I found this rant in my notes and wanted to share it with you guys. I feel like everyone glorifies the college experience and I feel no one ever talks about the emotional and mental struggles people face. I wanted to share this with anyone that has ever felt stuck in their college experience. It is fun, but we also have those days and even weeks where you just aren’t feeling like yourself and you feel like you are the only one. I just want to reassure you are never alone because you may think that the people around you always have their life together, but in reality they will probably be feeling the same things you are feeling.

Warning: personal and disorganized thoughts below

Have you ever just felt stuck? You feel like you can’t change anything in your life. I have been feeling so stagnant lately and I just think it is because I am at the point in my life where things are not as flexible and fun as they were a couple years ago. I know buckling down is good for the future, but right now I currently just feel stuck. I will never take the opportunities I am given for granted, but I feel like there is something about college that just emotionally drains me. It is the same thing everyday. The same things to stress about everyday. The same parties every weekend. It is all the same. I am so blessed to be able to go to the school I go to, but there is something about the competitive academic scene that is not healthy at all. I feel like I have always been able to balance a social life and school, but lately I feel like I haven’t. I feel like I have chosen to prioritize the academic side this semester and because of that I have never felt more disconnected with the world around me. I feel like a ghost. I feel like my days and weeks just revolve around getting the right grade, which has honestly made me feel so empty. I have put everything and everyone on the back burner and I am now feeling the burn of that.

I just wish that I could drop everything right now.

Explore a new city with new people even if it was for 48 hours.

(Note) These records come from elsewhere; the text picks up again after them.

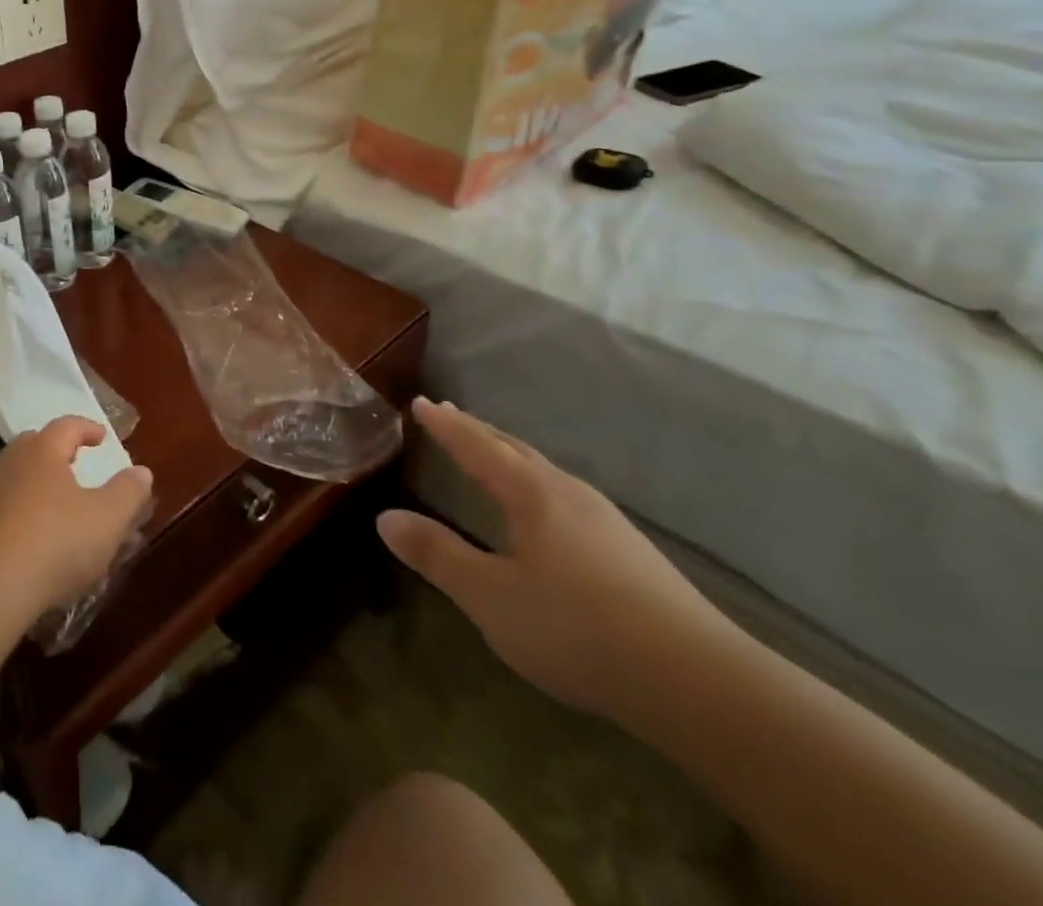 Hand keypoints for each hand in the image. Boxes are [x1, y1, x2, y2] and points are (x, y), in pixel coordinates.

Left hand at [0, 417, 153, 625]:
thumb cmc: (53, 544)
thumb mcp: (106, 520)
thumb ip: (128, 492)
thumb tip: (141, 471)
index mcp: (43, 451)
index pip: (67, 426)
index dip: (87, 428)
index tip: (102, 436)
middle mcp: (9, 463)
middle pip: (34, 447)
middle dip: (56, 453)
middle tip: (74, 465)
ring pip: (13, 480)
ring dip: (34, 489)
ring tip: (54, 511)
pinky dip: (15, 520)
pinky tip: (26, 546)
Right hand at [377, 398, 735, 725]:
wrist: (701, 684)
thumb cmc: (578, 630)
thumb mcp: (489, 597)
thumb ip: (437, 554)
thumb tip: (384, 518)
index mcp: (531, 494)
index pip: (477, 446)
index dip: (446, 425)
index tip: (421, 402)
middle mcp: (569, 493)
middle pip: (514, 449)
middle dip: (477, 431)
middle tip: (447, 414)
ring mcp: (607, 522)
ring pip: (545, 472)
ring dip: (509, 455)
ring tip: (490, 454)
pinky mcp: (632, 553)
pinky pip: (566, 497)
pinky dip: (536, 483)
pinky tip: (545, 512) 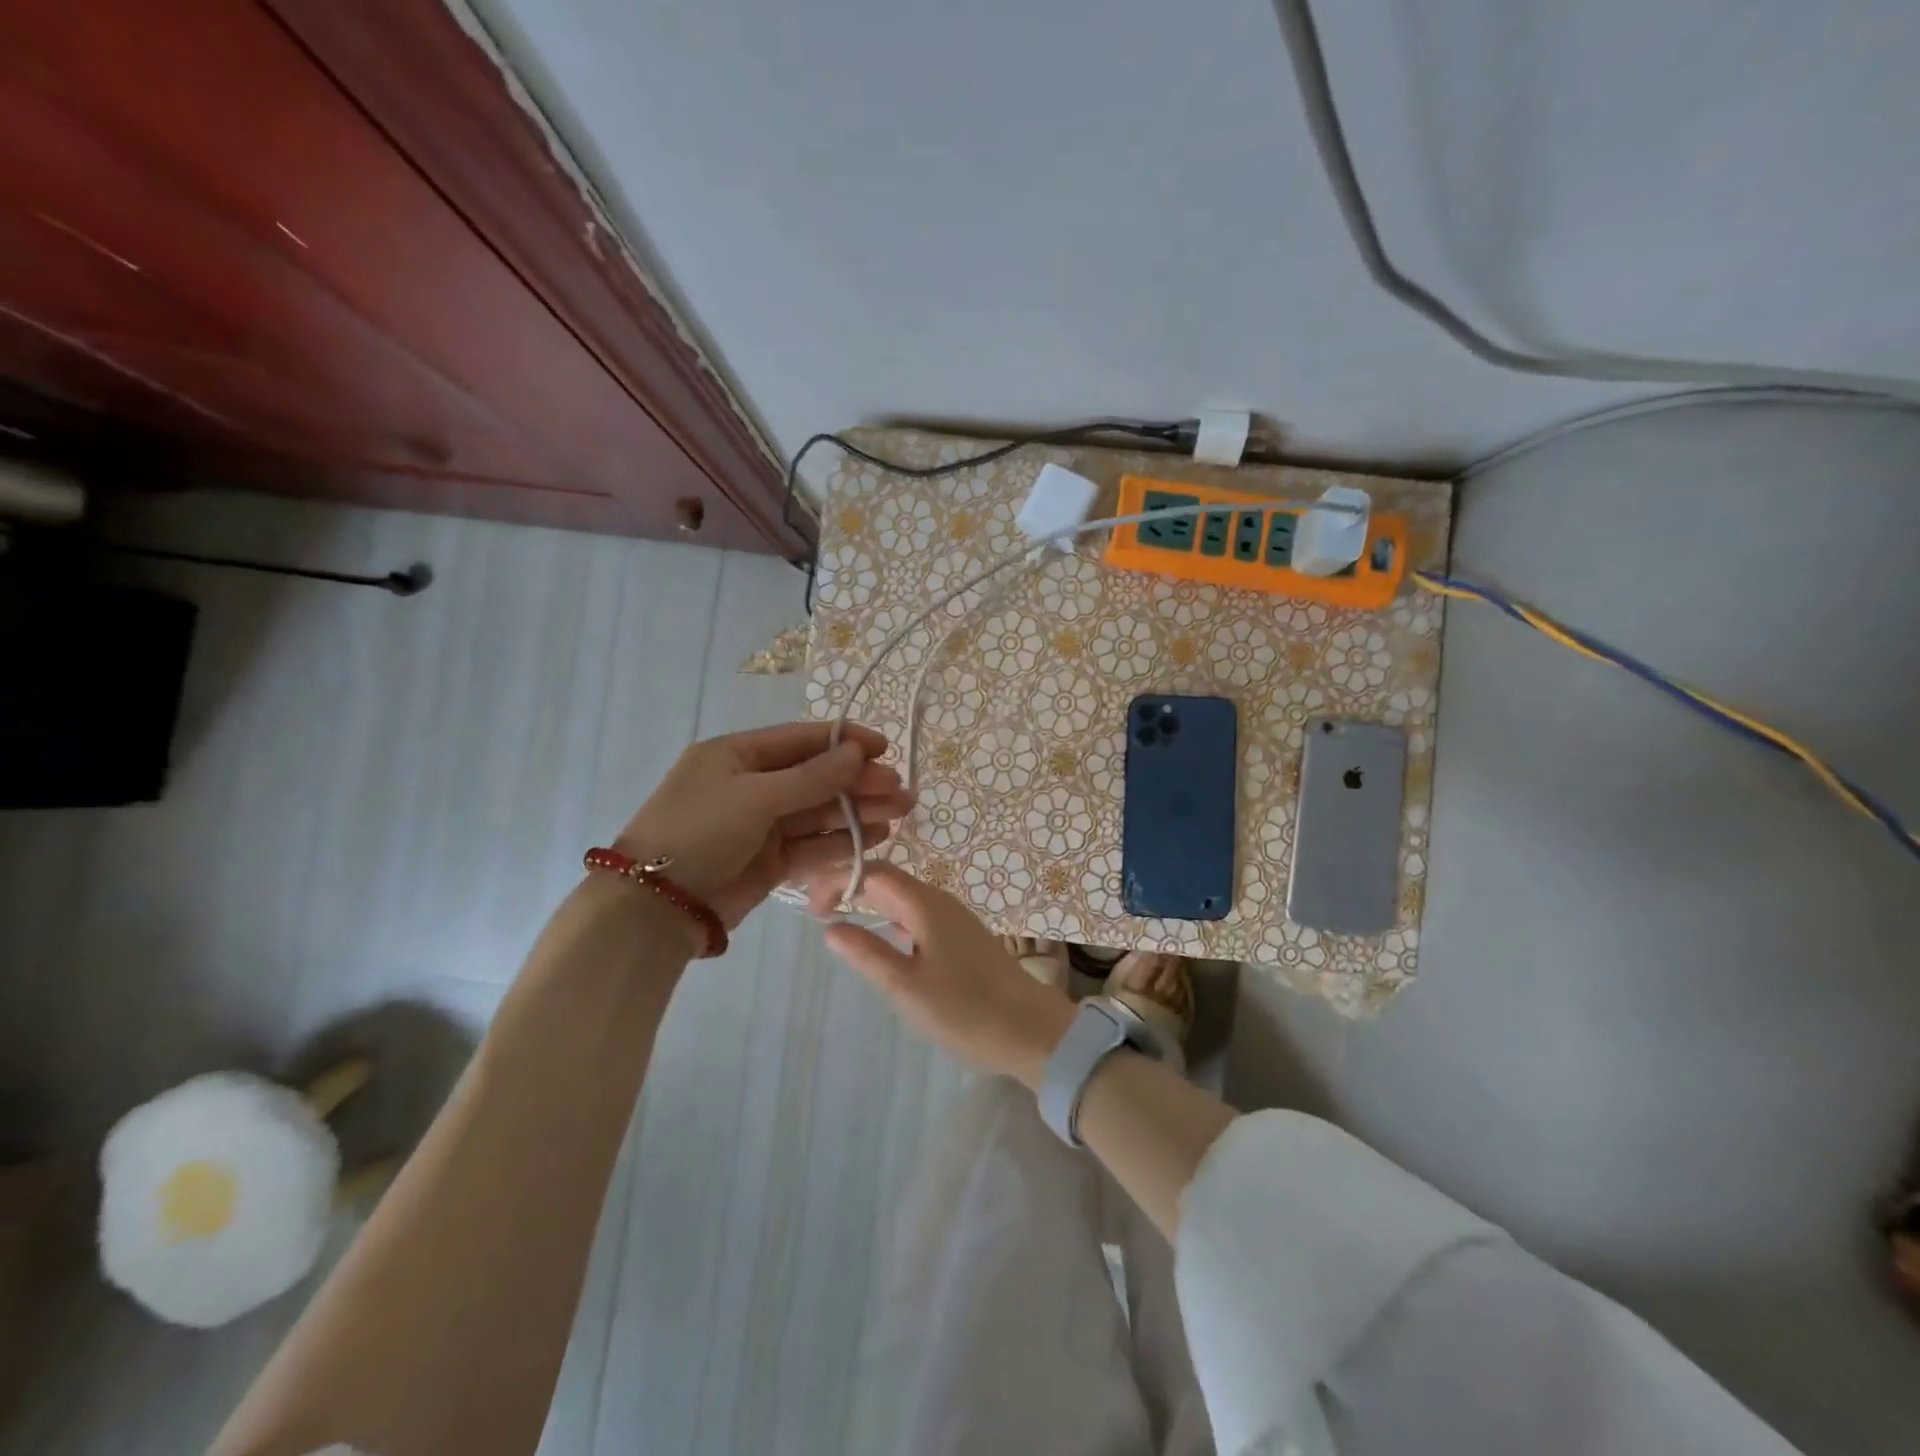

I just need an escape from this unhealthy lifestyle that this school has made me become accustomed to. I just want to go back to valuing the memories and experiences in life that made me happy and for once not have to worry about the future. I just want to make time for the people in my life and also branch out and meet new people. I just don’t feel satisfied with where I am at in life and I know this is all part of the process of college and life, but I just want to skip to the end where I am fulfilled with my life. For now, just taking it day by day, loving myself, loving the people in my life (close and acquaintances) and just learning to find a balance in this crazy life.